The recent elections in Pakistan, in May 2013, brought Prime Minister
Nawaz Sharif his third term in office, although they did not fulfil people’s high
expectations of transformation. Then again, real and lasting change is almost
always a painfully slow process. Against popular opinion, Imran Khan’s party
lost, yet irrefutable evidence proves that rigging took place and had, at times,
institutional support.33 Pitiable supervision by the Election Commission of Pakistan, which spent more time in self-flattery than in providing competent
observation, allowed several instances of wrongdoings. It is incumbent upon
the ECP to investigate these irregularities and respond to evidence-based
complaints. Granted, this may not have affected the overall outcome, but
readily responding to accusations of impropriety gives more legitimacy to the
process. Still, notwithstanding that, cheating did not prevent Pakistan Tehrik
Insaf (PTI) from becoming the country’s second most important political
party, with 35 MNAs. The eminent Dr Maleeha Lodhi, while commenting on
the election, persuasively writes that ‘it has been read as the triumph of old
politics, as reassertion of tradition rather than a break from the past, and as the
ascendancy of deep-seated electoral allegiances over new political alignments.

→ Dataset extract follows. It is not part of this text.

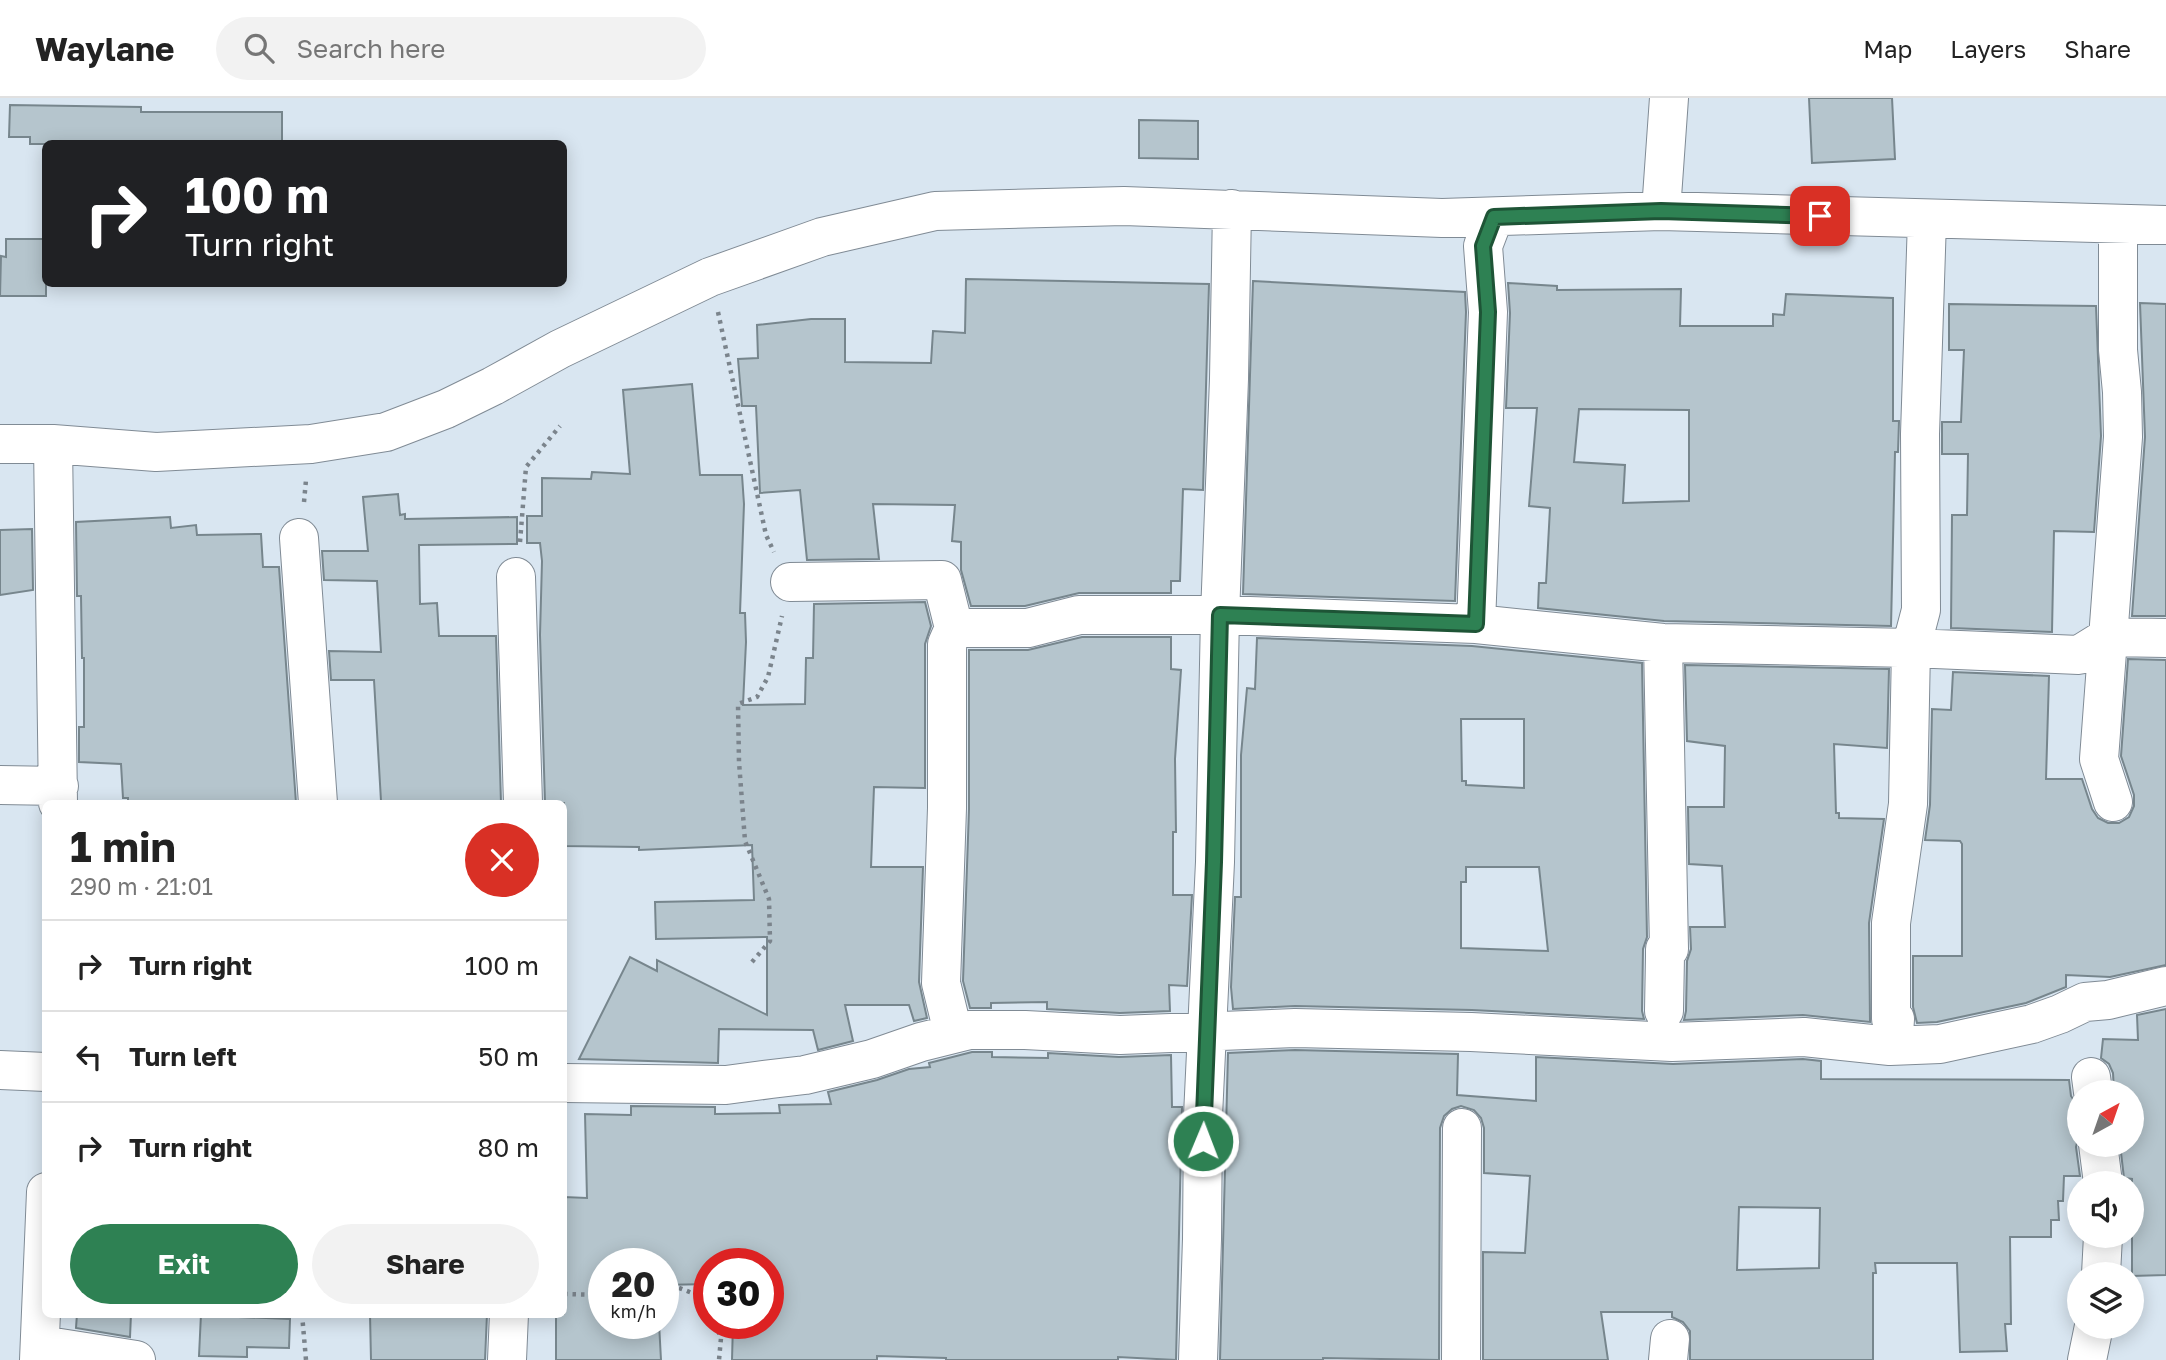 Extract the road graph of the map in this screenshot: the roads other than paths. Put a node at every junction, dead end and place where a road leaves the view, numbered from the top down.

In fact, the election was a vote for experience as well as for change’.34 What that meant was that people voted for two-time former Prime Minister Nawaz
Sharif due to his experience and Imran Khan’s PTI party on its promise of
change. Actually, The PTI beat the PPP – a 45-year-old party – into second
place at the national level by getting more votes (but fewer seats) and emerged
as the winning party in Khyber Pakhtunkhwa. 35 In other words, the real success story belonged to Imran Khan’s PTI.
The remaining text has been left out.